Pull every line containing "graph" from the entries.

[Records from a collection]
--- --- ---

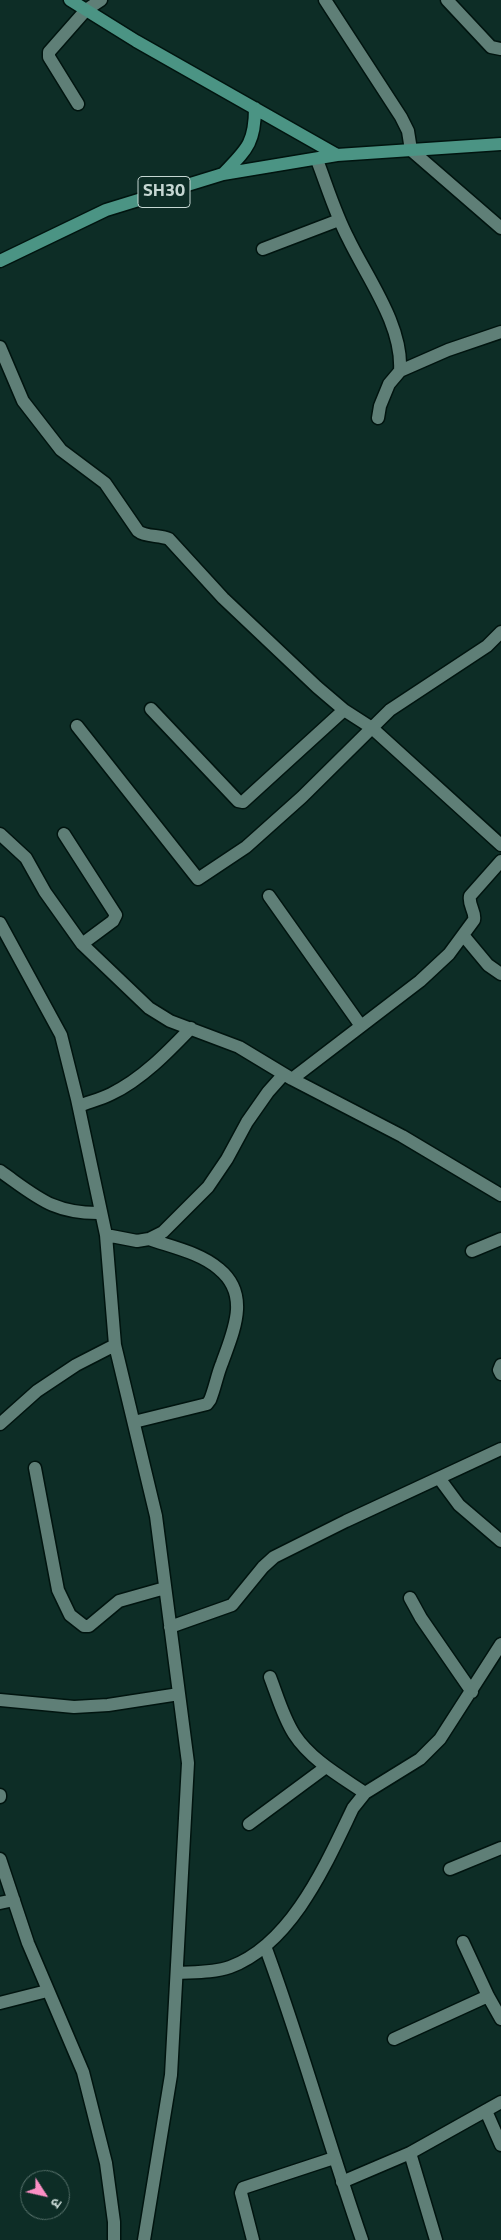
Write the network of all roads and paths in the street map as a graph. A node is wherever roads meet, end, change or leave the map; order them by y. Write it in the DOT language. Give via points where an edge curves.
graph roads {
  1 [pos="70,0"];
  2 [pos="101,0"];
  3 [pos="325,0"];
  4 [pos="447,0"];
  5 [pos="86,10"];
  6 [pos="501,49"];
  7 [pos="78,104"];
  8 [pos="255,108"];
  9 [pos="501,144"];
  10 [pos="411,150"];
  11 [pos="337,155"];
  12 [pos="317,160"];
  13 [pos="223,174"];
  14 [pos="339,220"];
  15 [pos="501,228"];
  16 [pos="263,248"];
  17 [pos="0,262"];
  18 [pos="501,332"];
  19 [pos="0,347"];
  20 [pos="400,371"];
  21 [pos="378,418"];
  22 [pos="501,632"];
  23 [pos="152,709"];
  24 [pos="344,710"];
  25 [pos="77,726"];
  26 [pos="372,728"];
  27 [pos="0,834"];
  28 [pos="64,834"];
  29 [pos="501,844"];
  30 [pos="501,861"];
  31 [pos="269,896"];
  32 [pos="0,923"];
  33 [pos="462,935"];
  34 [pos="82,944"];
  35 [pos="501,974"];
  36 [pos="361,1026"];
  37 [pos="191,1028"];
  38 [pos="288,1076"];
  39 [pos="79,1106"];
  40 [pos="0,1171"];
  41 [pos="501,1195"];
  42 [pos="101,1214"];
  43 [pos="106,1235"];
  44 [pos="149,1239"];
  45 [pos="501,1239"];
  46 [pos="472,1251"];
  47 [pos="115,1345"];
  48 [pos="501,1365"];
  49 [pos="501,1374"];
  50 [pos="134,1422"];
  51 [pos="0,1424"];
  52 [pos="501,1449"];
  53 [pos="35,1468"];
  54 [pos="439,1478"];
  55 [pos="501,1541"];
  56 [pos="165,1588"];
  57 [pos="410,1598"];
  58 [pos="170,1627"];
  59 [pos="501,1644"];
  60 [pos="270,1677"];
  61 [pos="472,1692"];
  62 [pos="179,1694"];
  63 [pos="0,1700"];
  64 [pos="326,1767"];
  65 [pos="365,1793"];
  66 [pos="248,1824"];
  67 [pos="501,1848"];
  68 [pos="0,1859"];
  69 [pos="450,1869"];
  70 [pos="14,1900"];
  71 [pos="0,1903"];
  72 [pos="463,1942"];
  73 [pos="265,1946"];
  74 [pos="177,1973"];
  75 [pos="47,1991"];
  76 [pos="488,1996"];
  77 [pos="0,2003"];
  78 [pos="501,2019"];
  79 [pos="394,2039"];
  80 [pos="501,2102"];
  81 [pos="486,2111"];
  82 [pos="501,2145"];
  83 [pos="410,2153"];
  84 [pos="334,2158"];
  85 [pos="342,2182"];
  86 [pos="145,2234"];
  87 [pos="114,2240"];
  88 [pos="134,2240"];
  89 [pos="253,2240"];
  90 [pos="362,2240"];
  91 [pos="436,2240"];
  1 -- 5 [label="main road"];
  2 -- 5 [label="street"];
  3 -- 10 [label="street" via="401,117 408,131"];
  4 -- 6 [label="street" via="491,47"];
  5 -- 7 [label="street" via="49,52"];
  5 -- 8 [label="main road"];
  8 -- 11 [label="main road"];
  8 -- 13 [label="main road" via="252,140"];
  9 -- 10 [label="main road"];
  10 -- 11 [label="main road"];
  10 -- 15 [label="street"];
  11 -- 12 [label="main road, SH30"];
  12 -- 13 [label="main road, SH30"];
  12 -- 14 [label="street"];
  13 -- 17 [label="main road, SH30" via="106,210"];
  14 -- 16 [label="street"];
  14 -- 20 [label="street" via="378,291 401,358"];
  18 -- 20 [label="street"];
  19 -- 24 [label="street" via="23,401 61,450 105,484 138,532 169,539 223,598"];
  20 -- 21 [label="street" via="389,384"];
  22 -- 26 [label="street" via="487,646 390,710"];
  23 -- 24 [label="street" via="238,801 243,802"];
  24 -- 26 [label="street"];
  25 -- 26 [label="street" via="198,879 253,841"];
  26 -- 29 [label="street"];
  27 -- 34 [label="street" via="26,858 49,899"];
  28 -- 34 [label="street" via="116,915 113,921"];
  30 -- 33 [label="street" via="470,896 475,917"];
  31 -- 36 [label="street"];
  32 -- 39 [label="street" via="61,1034"];
  33 -- 35 [label="street"];
  33 -- 36 [label="street" via="449,954 426,976"];
  34 -- 37 [label="street" via="149,1008 170,1021"];
  36 -- 38 [label="street"];
  37 -- 38 [label="street" via="239,1047"];
  37 -- 39 [label="street" via="138,1077 112,1094"];
  38 -- 41 [label="street" via="402,1136"];
  38 -- 44 [label="street" via="268,1092 208,1187 163,1232"];
  39 -- 42 [label="street"];
  40 -- 42 [label="street" via="55,1208 80,1214"];
  42 -- 43 [label="street"];
  43 -- 44 [label="street" via="137,1241"];
  43 -- 47 [label="street"];
  44 -- 50 [label="street" via="219,1268 229,1279 238,1301 235,1327 207,1404"];
  45 -- 46 [label="street"];
  47 -- 50 [label="street"];
  47 -- 51 [label="street" via="76,1365 37,1391"];
  48 -- 49 [label="street"];
  50 -- 56 [label="street" via="156,1516"];
  52 -- 54 [label="street"];
  53 -- 56 [label="street" via="58,1590 70,1615 84,1626 89,1626 119,1601"];
  54 -- 55 [label="street" via="459,1505"];
  54 -- 58 [label="street" via="274,1557 227,1608"];
  56 -- 58 [label="street"];
  57 -- 61 [label="street"];
  58 -- 62 [label="street"];
  59 -- 61 [label="street"];
  60 -- 64 [label="street" via="294,1734"];
  61 -- 65 [label="street" via="440,1739 420,1758"];
  62 -- 63 [label="street" via="74,1707"];
  62 -- 74 [label="street" via="188,1763"];
  64 -- 65 [label="street"];
  64 -- 66 [label="street"];
  65 -- 73 [label="street" via="302,1905 292,1920"];
  67 -- 69 [label="street"];
  68 -- 70 [label="street"];
  70 -- 71 [label="street"];
  70 -- 75 [label="street"];
  72 -- 76 [label="street"];
  73 -- 74 [label="street" via="246,1960 228,1967"];
  73 -- 84 [label="street" via="298,2038"];
  74 -- 86 [label="street" via="171,2075"];
  75 -- 77 [label="street"];
  75 -- 87 [label="street" via="83,2072 96,2119 106,2163"];
  76 -- 78 [label="street"];
  76 -- 79 [label="street"];
  80 -- 81 [label="street"];
  81 -- 82 [label="street"];
  81 -- 83 [label="street"];
  83 -- 85 [label="street"];
  83 -- 91 [label="street"];
  84 -- 85 [label="street"];
  84 -- 89 [label="street" via="243,2188"];
  85 -- 90 [label="street"];
  86 -- 88 [label="street"];
}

--- --- ---

**SOLVED EXERCISE**
Write the network of all roads and paths in the street map as a graph. A node is wherever roads meet, end, change or leave the map; order them by y. Write it in the DOT language. Give via points where an edge curves.
graph roads {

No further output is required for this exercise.